Exercise ::
Pick out and copy every line below that has the word "Райниса".

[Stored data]
........

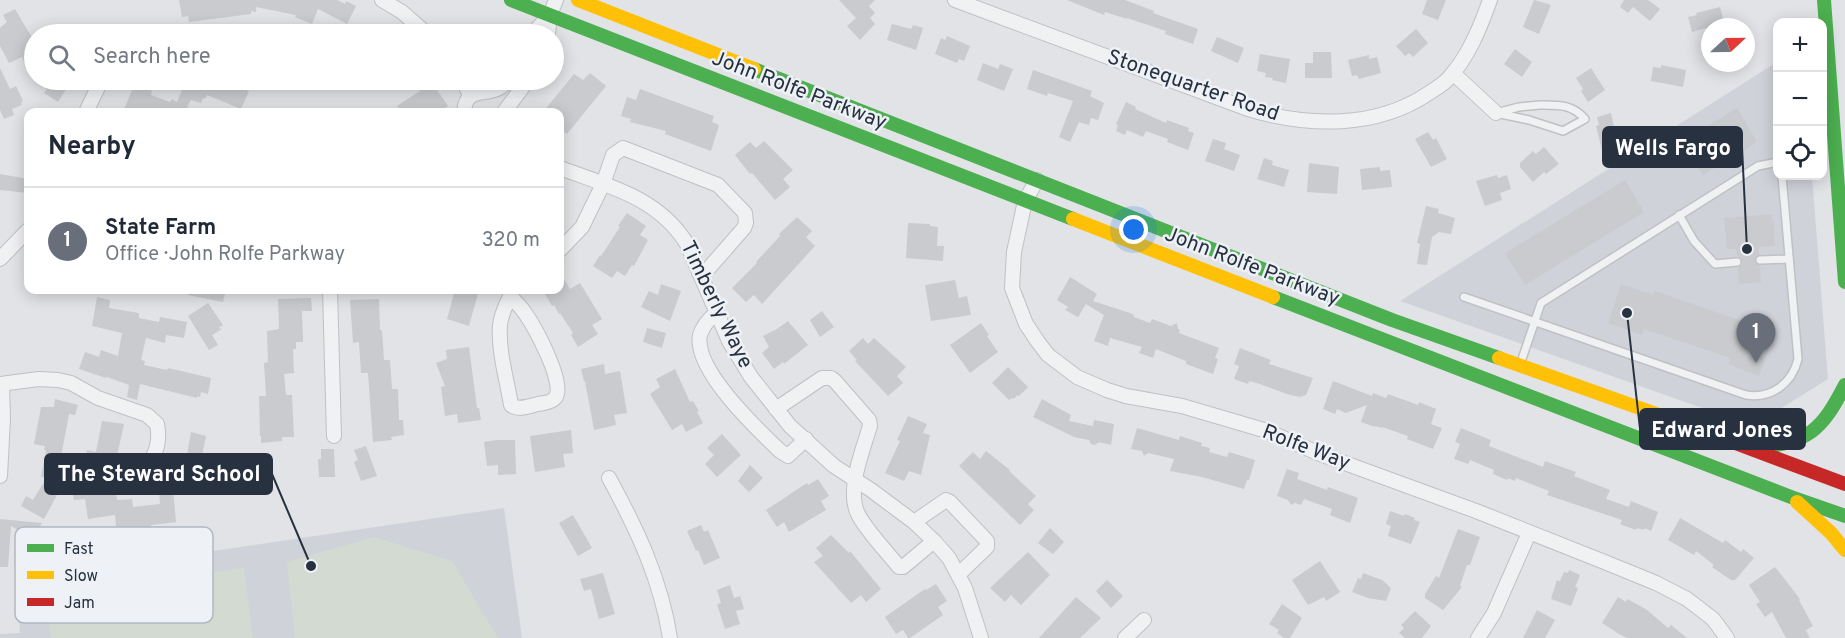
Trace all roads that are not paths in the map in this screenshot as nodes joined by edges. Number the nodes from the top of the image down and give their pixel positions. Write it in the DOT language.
graph roads {
  1 [pos="381,0"];
  2 [pos="511,0"];
  3 [pos="556,0"];
  4 [pos="578,0"];
  5 [pos="955,0"];
  6 [pos="1490,0"];
  7 [pos="1824,0"];
  8 [pos="550,15"];
  9 [pos="416,24"];
  10 [pos="541,24"];
  11 [pos="549,24"];
  12 [pos="1826,72"];
  13 [pos="1453,73"];
  14 [pos="1845,76"];
  15 [pos="1827,77"];
  16 [pos="1827,88"];
  17 [pos="97,90"];
  18 [pos="468,90"];
  19 [pos="487,90"];
  20 [pos="520,90"];
  21 [pos="471,96"];
  22 [pos="88,108"];
  23 [pos="465,108"];
  24 [pos="507,108"];
  25 [pos="1496,113"];
  26 [pos="1773,163"];
  27 [pos="564,169"];
  28 [pos="1037,180"];
  29 [pos="1782,180"];
  30 [pos="603,184"];
  31 [pos="1026,201"];
  32 [pos="1679,215"];
  33 [pos="24,234"];
  34 [pos="564,246"];
  35 [pos="0,259"];
  36 [pos="1789,259"];
  37 [pos="1760,260"];
  38 [pos="1737,262"];
  39 [pos="699,272"];
  40 [pos="1845,282"];
  41 [pos="330,294"];
  42 [pos="511,294"];
  43 [pos="513,294"];
  44 [pos="1464,297"];
  45 [pos="716,313"];
  46 [pos="1534,321"];
  47 [pos="1520,365"];
  48 [pos="1,384"];
  49 [pos="1845,385"];
  50 [pos="776,409"];
  51 [pos="334,436"];
  52 [pos="806,439"];
  53 [pos="1752,448"];
  54 [pos="0,476"];
  55 [pos="609,478"];
  56 [pos="136,480"];
  57 [pos="855,480"];
  58 [pos="1845,484"];
  59 [pos="1791,497"];
  60 [pos="1845,516"];
  61 [pos="914,522"];
  62 [pos="1529,533"];
  63 [pos="934,540"];
  64 [pos="1845,550"];
  65 [pos="958,574"];
  66 [pos="1144,620"];
  67 [pos="670,638"];
  68 [pos="981,638"];
  69 [pos="1125,638"];
  70 [pos="1478,638"];
  71 [pos="1727,638"];
  1 -- 9 [label="street"];
  2 -- 8 [label="main road, John Rolfe Parkway"];
  3 -- 8 [label="street"];
  4 -- 28 [label="main road, John Rolfe Parkway"];
  5 -- 13 [label="street, Stonequarter Road"];
  6 -- 13 [label="street, Stonequarter Road"];
  7 -- 12 [label="main road"];
  8 -- 10 [label="street"];
  8 -- 11 [label="street"];
  8 -- 31 [label="main road, John Rolfe Parkway"];
  13 -- 25 [label="street"];
  14 -- 15 [label="main road"];
  16 -- 40 [label="main road"];
  17 -- 22 [label="street"];
  18 -- 21 [label="street"];
  19 -- 21 [label="street"];
  20 -- 24 [label="street"];
  21 -- 23 [label="street"];
  25 -- 25 [label="lane"];
  26 -- 32 [label="lane"];
  27 -- 30 [label="street, Timberly Waye"];
  28 -- 31 [label="street, Rolfe Way"];
  28 -- 47 [label="main road, John Rolfe Parkway"];
  29 -- 36 [label="lane"];
  30 -- 34 [label="street"];
  30 -- 39 [label="street, Timberly Waye"];
  30 -- 39 [label="street"];
  31 -- 59 [label="main road, John Rolfe Parkway"];
  31 -- 62 [label="street, Rolfe Way"];
  32 -- 38 [label="lane"];
  32 -- 46 [label="lane"];
  33 -- 35 [label="street"];
  36 -- 37 [label="lane"];
  36 -- 46 [label="lane"];
  39 -- 45 [label="street, Timberly Waye"];
  41 -- 51 [label="street"];
  42 -- 43 [label="street"];
  44 -- 46 [label="lane"];
  45 -- 50 [label="street, Timberly Waye"];
  45 -- 52 [label="street"];
  46 -- 47 [label="lane"];
  47 -- 53 [label="main road, John Rolfe Parkway"];
  48 -- 54 [label="street"];
  48 -- 56 [label="street"];
  49 -- 53 [label="main road"];
  50 -- 52 [label="street, Timberly Waye"];
  50 -- 57 [label="street"];
  52 -- 57 [label="street, Timberly Waye"];
  53 -- 58 [label="main road, John Rolfe Parkway"];
  55 -- 67 [label="street"];
  57 -- 61 [label="street, Timberly Waye"];
  57 -- 63 [label="street"];
  59 -- 60 [label="main road, John Rolfe Parkway"];
  59 -- 64 [label="main road"];
  61 -- 63 [label="street, Timberly Waye"];
  61 -- 65 [label="street"];
  62 -- 70 [label="street"];
  62 -- 71 [label="street, Rolfe Way"];
  63 -- 65 [label="street, Timberly Waye"];
  65 -- 68 [label="street, Timberly Waye"];
  66 -- 69 [label="street"];
}
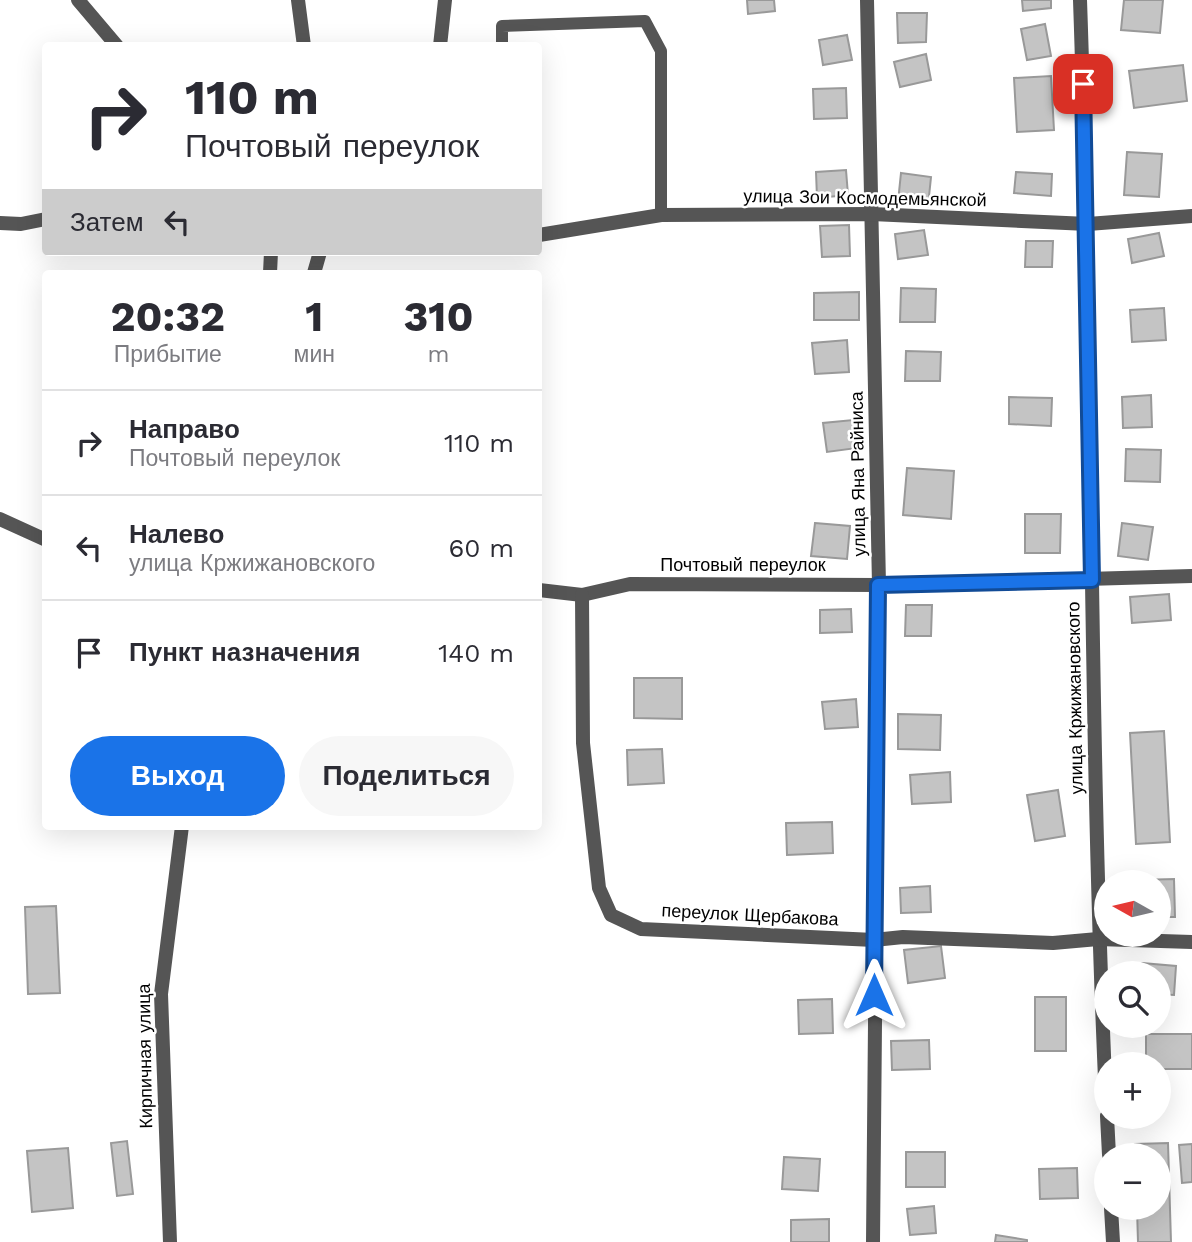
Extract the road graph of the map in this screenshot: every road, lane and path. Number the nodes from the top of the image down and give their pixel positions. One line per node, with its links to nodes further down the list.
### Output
1 (78, 0): 6 (street)
2 (298, 0): 7 (street)
3 (444, 0): 8 (street)
4 (867, 0): 10 (street, улица Яна Райниса)
5 (1080, 0): 15 (street, улица Кржижановского)
6 (114, 42)
7 (303, 42)
8 (440, 42)
9 (502, 42): 11 (lane)
10 (873, 214): 11 (street, улица Зои Космодемьянской); 15 (street, улица Зои Космодемьянской); 21 (street, улица Яна Райниса)
11 (662, 215): 16 (street, улица Зои Космодемьянской)
12 (1192, 216): 15 (street, улица Зои Космодемьянской)
13 (42, 220): 14 (street)
14 (0, 223)
15 (1088, 224): 20 (street, улица Кржижановского)
16 (542, 235)
17 (0, 519): 18 (street)
18 (42, 538)
19 (1192, 576): 20 (street, Почтовый переулок)
20 (1092, 580): 21 (street, Почтовый переулок); 25 (street, улица Кржижановского)
21 (878, 585): 23 (street, Почтовый переулок); 27 (street, улица Яна Райниса)
22 (542, 590): 23 (street, Почтовый переулок)
23 (582, 595): 27 (street, переулок Щербакова)
24 (182, 830): 33 (street, Кирпичная улица)
25 (1097, 870)
26 (1094, 939): 27 (street, переулок Щербакова)
27 (874, 940): 34 (street, улица Яна Райниса)
28 (1171, 941): 29 (street, переулок Щербакова)
29 (1192, 942)
30 (1098, 947): 31 (street, улица Кржижановского)
31 (1104, 1052)
32 (1112, 1220): 35 (street)
33 (170, 1242)
34 (873, 1242)
35 (1113, 1242)

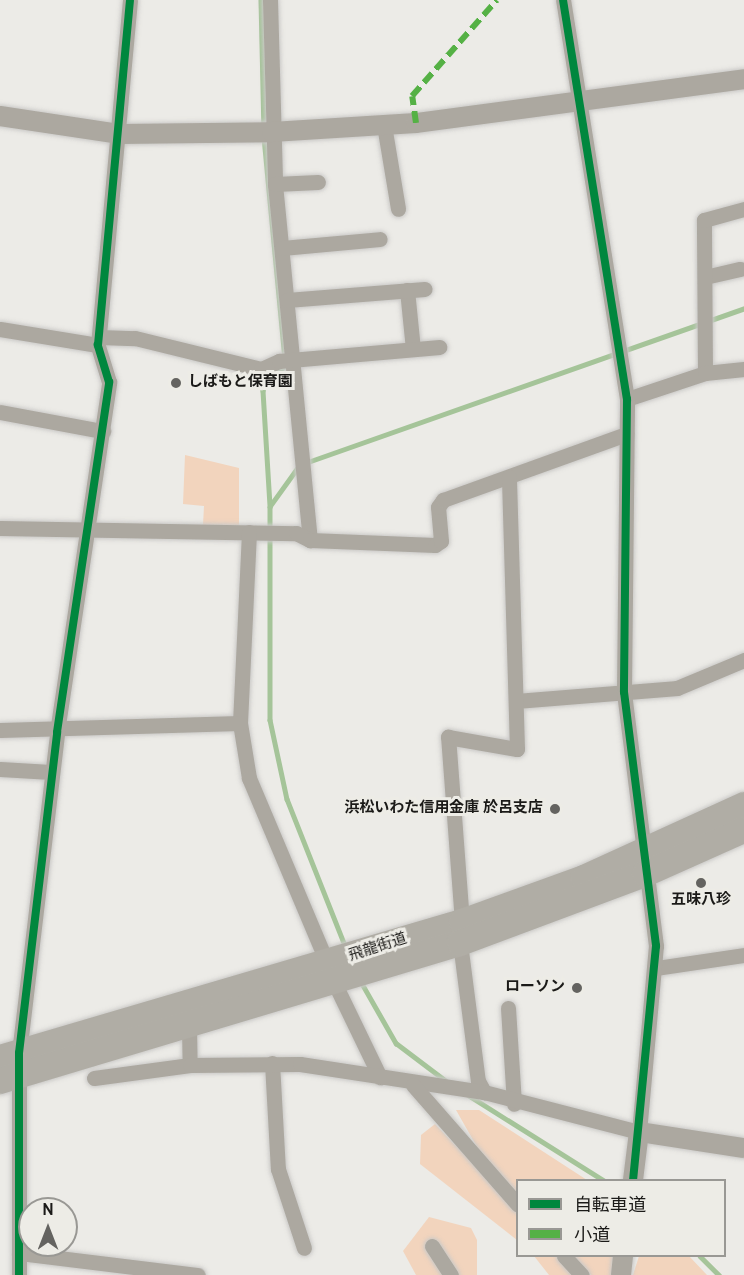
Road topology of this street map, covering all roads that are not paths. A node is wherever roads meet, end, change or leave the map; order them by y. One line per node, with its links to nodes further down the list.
1 (130, 0): 9 (street)
2 (270, 0): 8 (street)
3 (563, 0): 5 (street)
4 (744, 79): 5 (street)
5 (583, 100): 7 (street); 28 (street)
6 (0, 116): 9 (street)
7 (384, 125): 8 (street); 12 (street)
8 (265, 132): 9 (street); 11 (street)
9 (119, 134): 22 (street)
10 (318, 182): 11 (street)
11 (275, 184): 15 (street)
12 (398, 208)
13 (744, 209): 17 (street)
14 (380, 239): 15 (street)
15 (282, 248): 20 (street)
16 (740, 269): 17 (street)
17 (705, 277): 27 (street)
18 (425, 289): 19 (street)
19 (407, 290): 20 (street); 24 (street)
20 (287, 300): 25 (street)
21 (0, 329): 22 (street)
22 (98, 341): 25 (street); 30 (street)
23 (439, 347): 24 (street)
24 (413, 349): 25 (street)
25 (288, 361): 36 (street)
26 (744, 369): 27 (street)
27 (705, 373): 28 (street)
28 (627, 399): 31 (street)
29 (0, 412): 30 (street)
30 (103, 431): 34 (street)
31 (626, 434): 32 (street); 38 (street)
32 (509, 477): 36 (street); 39 (street)
33 (0, 528): 34 (street)
34 (85, 529): 35 (street); 42 (street)
35 (252, 532): 36 (street); 40 (street)
36 (310, 540)
37 (744, 660): 38 (street)
38 (624, 692): 39 (street); 47 (street)
39 (516, 701): 48 (street)
40 (240, 723): 42 (street); 51 (street)
41 (0, 730): 42 (street)
42 (57, 732): 44 (street)
43 (0, 769): 44 (street)
44 (51, 772): 56 (street)
45 (744, 805): 47 (highway, 飛龍街道)
46 (744, 830): 47 (highway, 飛龍街道)
47 (645, 863): 48 (highway, 飛龍街道); 50 (street)
48 (461, 933): 51 (highway, 飛龍街道); 60 (street)
49 (744, 955): 50 (street)
50 (656, 968): 62 (street)
51 (346, 969): 53 (highway, 飛龍街道); 56 (highway, 飛龍街道); 57 (street)
52 (508, 1008): 61 (street)
53 (189, 1026): 55 (street); 56 (highway, 飛龍街道)
54 (272, 1063): 55 (street); 57 (street); 68 (street)
55 (190, 1065): 58 (street)
56 (10, 1067): 66 (street)
57 (380, 1077): 59 (street)
58 (94, 1078)
59 (413, 1085): 60 (street); 65 (street)
60 (481, 1092): 61 (street)
61 (514, 1104): 62 (street)
62 (639, 1132): 63 (street); 64 (street)
63 (744, 1148)
64 (633, 1179)
65 (516, 1203)
66 (18, 1216)
67 (432, 1246): 75 (street)
68 (304, 1248)
69 (20, 1257): 73 (street)
70 (52, 1257): 74 (street)
71 (565, 1257): 76 (street)
72 (623, 1257): 77 (street)
73 (19, 1275)
74 (198, 1275)
75 (451, 1275)
76 (582, 1275)
77 (621, 1275)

........

Your response ::
4 (867, 0): 10 (street, улица Яна Райниса)
10 (873, 214): 11 (street, улица Зои Космодемьянской); 15 (street, улица Зои Космодемьянской); 21 (street, улица Яна Райниса)
21 (878, 585): 23 (street, Почтовый переулок); 27 (street, улица Яна Райниса)
27 (874, 940): 34 (street, улица Яна Райниса)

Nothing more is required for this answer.